## What you need to do
Below are some entries. Work out how many of their lines hold the word "spacing", and write that number alone.

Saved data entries
◇ ◇ ◇ ◇ ◇ ◇ ◇

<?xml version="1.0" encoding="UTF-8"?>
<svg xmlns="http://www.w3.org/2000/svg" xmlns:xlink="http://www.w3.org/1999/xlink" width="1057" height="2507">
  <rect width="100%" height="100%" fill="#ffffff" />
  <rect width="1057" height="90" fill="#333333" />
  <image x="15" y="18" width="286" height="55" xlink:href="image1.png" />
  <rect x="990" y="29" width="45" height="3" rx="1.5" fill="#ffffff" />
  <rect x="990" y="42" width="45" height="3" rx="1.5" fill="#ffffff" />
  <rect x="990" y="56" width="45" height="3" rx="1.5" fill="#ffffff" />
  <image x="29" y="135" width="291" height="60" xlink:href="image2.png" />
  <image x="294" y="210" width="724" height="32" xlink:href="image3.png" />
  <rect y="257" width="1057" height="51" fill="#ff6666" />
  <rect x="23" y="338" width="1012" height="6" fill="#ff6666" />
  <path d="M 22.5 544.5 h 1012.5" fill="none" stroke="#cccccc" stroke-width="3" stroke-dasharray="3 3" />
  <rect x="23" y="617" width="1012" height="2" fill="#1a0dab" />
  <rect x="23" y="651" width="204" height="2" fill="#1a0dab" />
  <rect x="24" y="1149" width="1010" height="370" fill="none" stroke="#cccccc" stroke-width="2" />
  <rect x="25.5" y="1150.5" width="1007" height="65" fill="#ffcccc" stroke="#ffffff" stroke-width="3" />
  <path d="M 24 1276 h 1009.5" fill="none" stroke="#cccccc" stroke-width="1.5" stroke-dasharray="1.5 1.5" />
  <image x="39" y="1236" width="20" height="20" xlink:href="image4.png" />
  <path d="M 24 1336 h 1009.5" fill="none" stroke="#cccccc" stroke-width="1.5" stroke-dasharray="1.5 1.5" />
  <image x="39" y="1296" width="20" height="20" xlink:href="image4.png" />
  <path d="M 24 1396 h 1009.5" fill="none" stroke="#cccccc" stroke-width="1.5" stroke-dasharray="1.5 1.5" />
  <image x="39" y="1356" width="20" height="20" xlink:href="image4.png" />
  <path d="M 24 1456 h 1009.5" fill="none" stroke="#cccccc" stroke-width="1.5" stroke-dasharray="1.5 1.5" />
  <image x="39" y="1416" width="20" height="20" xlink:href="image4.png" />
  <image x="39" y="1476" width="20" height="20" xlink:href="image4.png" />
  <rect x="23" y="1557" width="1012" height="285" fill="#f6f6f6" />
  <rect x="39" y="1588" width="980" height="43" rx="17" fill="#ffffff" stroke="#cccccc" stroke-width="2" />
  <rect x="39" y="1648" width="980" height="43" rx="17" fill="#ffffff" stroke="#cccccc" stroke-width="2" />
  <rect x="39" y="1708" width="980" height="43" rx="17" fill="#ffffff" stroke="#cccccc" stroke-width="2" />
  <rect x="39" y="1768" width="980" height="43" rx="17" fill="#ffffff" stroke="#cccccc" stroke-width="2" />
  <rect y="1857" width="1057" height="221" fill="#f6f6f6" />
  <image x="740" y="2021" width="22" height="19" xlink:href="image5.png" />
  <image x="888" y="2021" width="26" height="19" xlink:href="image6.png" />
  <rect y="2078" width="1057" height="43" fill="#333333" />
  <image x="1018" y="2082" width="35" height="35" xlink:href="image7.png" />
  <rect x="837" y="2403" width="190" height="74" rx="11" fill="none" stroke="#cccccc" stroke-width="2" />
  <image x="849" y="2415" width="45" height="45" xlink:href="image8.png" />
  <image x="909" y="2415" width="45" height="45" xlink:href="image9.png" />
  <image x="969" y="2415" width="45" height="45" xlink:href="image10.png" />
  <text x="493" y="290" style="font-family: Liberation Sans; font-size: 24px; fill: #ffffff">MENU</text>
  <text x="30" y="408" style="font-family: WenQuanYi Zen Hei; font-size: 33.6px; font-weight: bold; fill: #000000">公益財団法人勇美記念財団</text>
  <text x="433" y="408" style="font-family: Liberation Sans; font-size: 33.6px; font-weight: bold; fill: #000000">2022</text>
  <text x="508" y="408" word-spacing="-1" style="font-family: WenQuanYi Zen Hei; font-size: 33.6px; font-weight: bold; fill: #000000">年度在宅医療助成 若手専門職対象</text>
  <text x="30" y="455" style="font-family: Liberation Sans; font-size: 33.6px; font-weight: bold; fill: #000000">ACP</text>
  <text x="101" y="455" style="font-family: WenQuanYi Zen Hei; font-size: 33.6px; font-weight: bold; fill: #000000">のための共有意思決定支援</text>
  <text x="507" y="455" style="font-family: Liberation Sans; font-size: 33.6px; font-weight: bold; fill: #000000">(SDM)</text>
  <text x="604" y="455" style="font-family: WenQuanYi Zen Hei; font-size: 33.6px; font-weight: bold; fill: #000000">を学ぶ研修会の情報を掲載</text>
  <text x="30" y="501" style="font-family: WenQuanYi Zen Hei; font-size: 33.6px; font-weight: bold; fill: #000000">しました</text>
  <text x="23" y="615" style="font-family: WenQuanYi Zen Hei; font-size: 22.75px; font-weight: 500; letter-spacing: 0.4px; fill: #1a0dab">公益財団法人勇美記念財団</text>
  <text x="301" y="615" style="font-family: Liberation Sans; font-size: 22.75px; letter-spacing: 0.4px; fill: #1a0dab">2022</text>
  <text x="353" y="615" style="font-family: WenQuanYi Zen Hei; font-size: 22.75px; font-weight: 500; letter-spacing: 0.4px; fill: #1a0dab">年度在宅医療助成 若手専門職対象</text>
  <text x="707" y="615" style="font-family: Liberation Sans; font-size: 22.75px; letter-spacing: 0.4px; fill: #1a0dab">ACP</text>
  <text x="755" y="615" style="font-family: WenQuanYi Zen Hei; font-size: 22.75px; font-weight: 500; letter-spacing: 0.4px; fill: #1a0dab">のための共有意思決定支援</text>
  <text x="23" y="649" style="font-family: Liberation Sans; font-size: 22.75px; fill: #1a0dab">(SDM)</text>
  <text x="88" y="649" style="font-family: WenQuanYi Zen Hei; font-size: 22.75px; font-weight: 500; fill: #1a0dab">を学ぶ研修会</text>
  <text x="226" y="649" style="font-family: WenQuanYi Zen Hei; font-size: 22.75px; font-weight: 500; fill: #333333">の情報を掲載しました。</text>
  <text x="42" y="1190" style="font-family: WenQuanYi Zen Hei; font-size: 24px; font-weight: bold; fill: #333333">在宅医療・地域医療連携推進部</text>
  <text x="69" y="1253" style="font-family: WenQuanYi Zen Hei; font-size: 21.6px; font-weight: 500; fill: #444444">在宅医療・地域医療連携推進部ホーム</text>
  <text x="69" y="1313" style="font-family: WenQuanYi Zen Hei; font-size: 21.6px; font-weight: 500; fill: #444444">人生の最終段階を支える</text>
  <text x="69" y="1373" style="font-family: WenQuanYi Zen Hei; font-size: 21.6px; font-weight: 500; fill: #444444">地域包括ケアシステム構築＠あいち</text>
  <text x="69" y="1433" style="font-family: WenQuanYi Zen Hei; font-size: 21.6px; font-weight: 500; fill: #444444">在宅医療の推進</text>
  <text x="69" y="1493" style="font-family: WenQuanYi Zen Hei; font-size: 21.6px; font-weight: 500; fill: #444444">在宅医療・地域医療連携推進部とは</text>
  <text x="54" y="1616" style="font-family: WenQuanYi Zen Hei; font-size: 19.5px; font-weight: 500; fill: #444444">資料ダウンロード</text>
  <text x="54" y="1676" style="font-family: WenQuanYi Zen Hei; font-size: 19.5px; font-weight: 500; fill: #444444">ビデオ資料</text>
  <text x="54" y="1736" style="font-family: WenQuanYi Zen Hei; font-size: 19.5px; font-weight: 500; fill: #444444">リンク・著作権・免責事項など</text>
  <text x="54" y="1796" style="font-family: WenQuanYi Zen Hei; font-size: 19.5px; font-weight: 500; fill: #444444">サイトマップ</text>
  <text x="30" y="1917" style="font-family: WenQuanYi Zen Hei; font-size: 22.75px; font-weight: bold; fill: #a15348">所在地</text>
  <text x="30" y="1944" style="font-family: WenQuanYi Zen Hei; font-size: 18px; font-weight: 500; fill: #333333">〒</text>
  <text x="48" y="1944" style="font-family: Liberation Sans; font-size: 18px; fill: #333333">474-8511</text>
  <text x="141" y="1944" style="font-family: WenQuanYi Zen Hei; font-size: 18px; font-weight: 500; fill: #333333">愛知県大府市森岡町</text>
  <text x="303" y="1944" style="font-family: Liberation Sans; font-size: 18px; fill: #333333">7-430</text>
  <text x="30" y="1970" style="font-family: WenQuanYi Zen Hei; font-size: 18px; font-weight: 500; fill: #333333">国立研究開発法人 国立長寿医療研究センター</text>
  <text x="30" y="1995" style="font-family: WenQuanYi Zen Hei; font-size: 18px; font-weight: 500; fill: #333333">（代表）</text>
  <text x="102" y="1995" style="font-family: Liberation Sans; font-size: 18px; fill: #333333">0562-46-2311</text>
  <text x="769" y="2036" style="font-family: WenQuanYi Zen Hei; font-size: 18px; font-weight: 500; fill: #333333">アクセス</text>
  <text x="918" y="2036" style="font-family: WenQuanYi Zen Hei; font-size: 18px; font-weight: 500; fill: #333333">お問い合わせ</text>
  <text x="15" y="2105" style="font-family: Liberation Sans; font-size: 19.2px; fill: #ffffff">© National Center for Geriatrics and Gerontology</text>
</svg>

◇ ◇ ◇ ◇ ◇ ◇ ◇

## Reply
6